The notion of ubuntu also needs to play a role insofar as the principle of freedom of contract should be viewed in light of the concept of a “community of contracting persons” (para 31) and not simply in light of what the actual contracting parties dictate; particularly as the discretion usually lies with the more powerful contracting party. The ultimate compass by which to measure the enforceability of contractual terms is now the Constitution.
Davis J thus contends “the Courts will invalidate and refuse to enforce agreements contrary to public policy. Public Policy is now informed by the Constitution.” A further consideration on which Davis J reflected in determining the enforceability of the restraint of trade agreement between the Respondent ex-employee and Advtech Resourcing (a personnel recruitment agency) was the “dignity of work” (para 27). The case of Affordable Medicines Trust and Others v Minister of Health and Others (2006 (3) SA 247 (CC)) bears relevance:
“[w]hat is at stake is more than one’s right to earn a living, important though that is. Freedom to choose a vocation is intrinsic to the nature of the society based on human dignity as contemplated by the Constitution. One’s work is part of one’s identity and it is constitutive of one’s dignity. Every individual has a right to take up an activity which he or she believes himself or herself prepared to undertake as profession and to make that activity the very basis of his or her life and here is a relationship between work and the human personality as a whole. It is a relationship that shapes and completes the individual over a lifetime of devoted activities; it is the foundation of the person’s existence.” (para 27)

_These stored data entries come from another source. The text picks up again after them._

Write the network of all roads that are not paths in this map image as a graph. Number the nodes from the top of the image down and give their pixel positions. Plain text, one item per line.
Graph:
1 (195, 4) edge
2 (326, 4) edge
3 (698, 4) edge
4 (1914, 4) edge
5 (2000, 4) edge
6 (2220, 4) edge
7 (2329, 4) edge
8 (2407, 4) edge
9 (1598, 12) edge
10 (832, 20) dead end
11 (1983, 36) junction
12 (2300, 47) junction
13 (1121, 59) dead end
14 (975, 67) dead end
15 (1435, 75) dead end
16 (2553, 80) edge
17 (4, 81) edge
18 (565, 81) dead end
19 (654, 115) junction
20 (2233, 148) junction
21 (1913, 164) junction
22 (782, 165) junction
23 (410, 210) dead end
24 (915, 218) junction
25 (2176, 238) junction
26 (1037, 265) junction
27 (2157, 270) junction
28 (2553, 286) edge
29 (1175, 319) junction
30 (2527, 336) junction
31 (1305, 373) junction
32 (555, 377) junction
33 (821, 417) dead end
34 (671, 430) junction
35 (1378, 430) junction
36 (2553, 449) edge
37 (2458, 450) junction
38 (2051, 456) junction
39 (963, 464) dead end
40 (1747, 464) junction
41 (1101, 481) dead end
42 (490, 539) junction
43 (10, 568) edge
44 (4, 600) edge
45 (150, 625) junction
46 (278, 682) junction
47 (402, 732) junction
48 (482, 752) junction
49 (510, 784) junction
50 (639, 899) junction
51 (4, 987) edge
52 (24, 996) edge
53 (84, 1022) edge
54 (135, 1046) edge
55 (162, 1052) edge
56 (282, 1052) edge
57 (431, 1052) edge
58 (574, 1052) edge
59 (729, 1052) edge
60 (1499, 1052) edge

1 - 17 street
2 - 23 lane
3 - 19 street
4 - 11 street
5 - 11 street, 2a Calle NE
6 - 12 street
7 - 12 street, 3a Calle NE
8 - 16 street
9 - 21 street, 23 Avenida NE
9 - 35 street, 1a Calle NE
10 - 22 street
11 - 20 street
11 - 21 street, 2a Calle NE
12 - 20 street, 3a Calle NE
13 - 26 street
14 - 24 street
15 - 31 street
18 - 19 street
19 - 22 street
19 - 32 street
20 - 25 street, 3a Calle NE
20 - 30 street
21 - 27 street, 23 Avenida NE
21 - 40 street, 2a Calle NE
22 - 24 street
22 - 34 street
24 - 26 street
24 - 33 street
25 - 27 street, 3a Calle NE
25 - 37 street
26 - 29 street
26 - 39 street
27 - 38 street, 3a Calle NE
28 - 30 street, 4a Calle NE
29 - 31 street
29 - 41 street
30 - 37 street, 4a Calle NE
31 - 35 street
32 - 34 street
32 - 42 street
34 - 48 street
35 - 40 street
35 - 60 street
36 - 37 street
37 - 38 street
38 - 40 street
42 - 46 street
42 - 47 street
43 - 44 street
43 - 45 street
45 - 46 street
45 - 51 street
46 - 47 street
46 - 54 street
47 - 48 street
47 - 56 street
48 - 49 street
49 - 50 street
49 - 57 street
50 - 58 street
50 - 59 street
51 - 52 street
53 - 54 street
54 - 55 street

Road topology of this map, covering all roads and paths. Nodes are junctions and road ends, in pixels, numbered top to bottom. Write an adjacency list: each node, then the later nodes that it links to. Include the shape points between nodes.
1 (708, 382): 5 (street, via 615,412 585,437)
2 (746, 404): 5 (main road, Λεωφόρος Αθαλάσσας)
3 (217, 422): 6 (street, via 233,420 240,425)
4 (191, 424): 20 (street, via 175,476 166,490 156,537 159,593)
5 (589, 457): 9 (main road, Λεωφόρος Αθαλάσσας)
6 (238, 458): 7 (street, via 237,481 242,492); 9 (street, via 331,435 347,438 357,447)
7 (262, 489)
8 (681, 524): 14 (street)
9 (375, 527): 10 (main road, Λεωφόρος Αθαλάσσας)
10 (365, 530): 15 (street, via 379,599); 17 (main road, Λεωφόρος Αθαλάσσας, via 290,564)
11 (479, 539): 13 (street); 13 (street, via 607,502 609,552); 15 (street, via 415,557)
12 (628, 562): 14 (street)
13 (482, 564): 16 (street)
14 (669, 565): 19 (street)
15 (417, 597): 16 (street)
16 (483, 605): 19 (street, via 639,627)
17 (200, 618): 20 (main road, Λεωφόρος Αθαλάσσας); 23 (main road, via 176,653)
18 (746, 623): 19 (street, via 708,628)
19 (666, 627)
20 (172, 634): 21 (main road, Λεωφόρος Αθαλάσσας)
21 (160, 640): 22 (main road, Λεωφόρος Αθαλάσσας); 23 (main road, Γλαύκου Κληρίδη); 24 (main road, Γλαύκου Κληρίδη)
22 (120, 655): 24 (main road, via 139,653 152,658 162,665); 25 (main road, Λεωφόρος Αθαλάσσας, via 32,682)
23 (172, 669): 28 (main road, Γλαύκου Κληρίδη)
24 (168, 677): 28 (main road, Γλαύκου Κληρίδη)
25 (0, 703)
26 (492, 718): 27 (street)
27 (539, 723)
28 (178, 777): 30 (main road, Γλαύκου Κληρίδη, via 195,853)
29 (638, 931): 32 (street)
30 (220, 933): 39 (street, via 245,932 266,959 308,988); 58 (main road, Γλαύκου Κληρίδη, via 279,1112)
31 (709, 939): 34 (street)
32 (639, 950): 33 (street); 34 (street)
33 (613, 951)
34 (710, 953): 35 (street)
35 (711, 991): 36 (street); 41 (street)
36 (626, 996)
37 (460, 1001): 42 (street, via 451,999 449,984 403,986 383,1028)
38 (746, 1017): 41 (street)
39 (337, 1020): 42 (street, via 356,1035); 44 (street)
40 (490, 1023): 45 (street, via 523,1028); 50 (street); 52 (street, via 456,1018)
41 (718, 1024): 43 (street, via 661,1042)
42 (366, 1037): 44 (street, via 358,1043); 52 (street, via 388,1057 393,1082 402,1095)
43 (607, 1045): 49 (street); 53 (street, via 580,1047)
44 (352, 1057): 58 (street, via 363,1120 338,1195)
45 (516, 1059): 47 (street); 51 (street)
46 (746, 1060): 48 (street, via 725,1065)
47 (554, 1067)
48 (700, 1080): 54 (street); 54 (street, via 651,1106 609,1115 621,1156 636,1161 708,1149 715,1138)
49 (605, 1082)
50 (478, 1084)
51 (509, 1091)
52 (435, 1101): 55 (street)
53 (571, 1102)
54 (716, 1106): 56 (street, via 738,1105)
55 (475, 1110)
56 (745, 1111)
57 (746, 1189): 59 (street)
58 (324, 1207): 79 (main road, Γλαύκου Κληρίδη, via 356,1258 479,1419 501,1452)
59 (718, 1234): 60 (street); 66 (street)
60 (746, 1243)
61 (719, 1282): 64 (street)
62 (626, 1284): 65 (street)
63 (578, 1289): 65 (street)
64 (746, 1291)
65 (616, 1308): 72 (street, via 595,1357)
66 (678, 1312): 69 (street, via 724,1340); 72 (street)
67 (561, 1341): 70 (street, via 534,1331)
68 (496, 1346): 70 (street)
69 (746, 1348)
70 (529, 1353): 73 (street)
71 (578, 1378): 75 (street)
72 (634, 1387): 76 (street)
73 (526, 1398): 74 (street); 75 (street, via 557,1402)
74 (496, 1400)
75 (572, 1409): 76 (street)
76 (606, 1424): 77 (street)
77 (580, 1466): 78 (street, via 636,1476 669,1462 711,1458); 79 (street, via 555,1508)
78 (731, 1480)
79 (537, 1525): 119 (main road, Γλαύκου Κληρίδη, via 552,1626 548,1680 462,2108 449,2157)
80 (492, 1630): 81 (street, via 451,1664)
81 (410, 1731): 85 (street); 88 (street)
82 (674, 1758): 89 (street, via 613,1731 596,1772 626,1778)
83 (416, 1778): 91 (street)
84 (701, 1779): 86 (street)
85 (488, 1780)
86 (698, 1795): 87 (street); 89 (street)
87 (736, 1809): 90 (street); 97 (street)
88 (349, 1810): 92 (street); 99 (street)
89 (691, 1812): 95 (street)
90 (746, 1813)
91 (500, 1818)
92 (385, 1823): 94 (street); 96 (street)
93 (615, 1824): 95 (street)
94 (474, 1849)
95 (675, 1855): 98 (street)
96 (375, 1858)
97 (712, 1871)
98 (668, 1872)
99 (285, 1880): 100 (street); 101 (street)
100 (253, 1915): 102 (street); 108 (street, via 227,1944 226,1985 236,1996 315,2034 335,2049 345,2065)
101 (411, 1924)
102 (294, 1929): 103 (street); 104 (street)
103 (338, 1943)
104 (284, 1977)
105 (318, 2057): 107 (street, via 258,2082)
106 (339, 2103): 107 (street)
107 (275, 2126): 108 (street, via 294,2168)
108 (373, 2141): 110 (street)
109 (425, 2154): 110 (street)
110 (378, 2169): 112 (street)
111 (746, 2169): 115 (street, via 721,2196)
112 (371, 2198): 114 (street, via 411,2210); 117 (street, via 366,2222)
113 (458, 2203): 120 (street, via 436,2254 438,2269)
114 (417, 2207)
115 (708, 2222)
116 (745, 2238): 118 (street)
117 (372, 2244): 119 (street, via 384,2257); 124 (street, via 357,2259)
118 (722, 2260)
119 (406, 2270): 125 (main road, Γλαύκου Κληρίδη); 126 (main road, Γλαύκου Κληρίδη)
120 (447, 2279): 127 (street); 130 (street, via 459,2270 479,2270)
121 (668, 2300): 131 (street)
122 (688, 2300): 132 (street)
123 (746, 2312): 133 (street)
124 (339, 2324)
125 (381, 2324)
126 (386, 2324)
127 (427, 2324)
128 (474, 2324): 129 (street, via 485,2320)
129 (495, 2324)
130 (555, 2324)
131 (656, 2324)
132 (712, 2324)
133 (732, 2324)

Davis J concluded that recent Constitutional Court jurisprudence should be the catalyst that spurs a reversion by the Superior Courts to the pre-Magna Alloys jurisprudence on restraints of trade insofar as the dignity of work ought to, at the very least, demand that an employer justify a limitation on the right to work. (para 28)
However, Davis J was bound to reach his decision based on the reasoning of the Supreme Court of Appeal in the recent case of Reddy v Siemens Telecommunications (Pty) Ltd (2007 (2) SA 486 (SCA)) in which the Court left open the question of changing the onus in restraint of trade cases.
Despite this, the application of the current law on restraint of trade agreements led to the same outcome. In weighing up the competing considerations of the public interest in ensuring that parties comply with their contractual obligations and the principle that all people should, in the interests of society be productive and permitted to engage in their chosen trade or vocation. Davis J tipped the scales in favour of the latter and held that the overbroad restraint agreement could not be enforced, nor severed from the body of the contract.
The Application was dismissed with costs.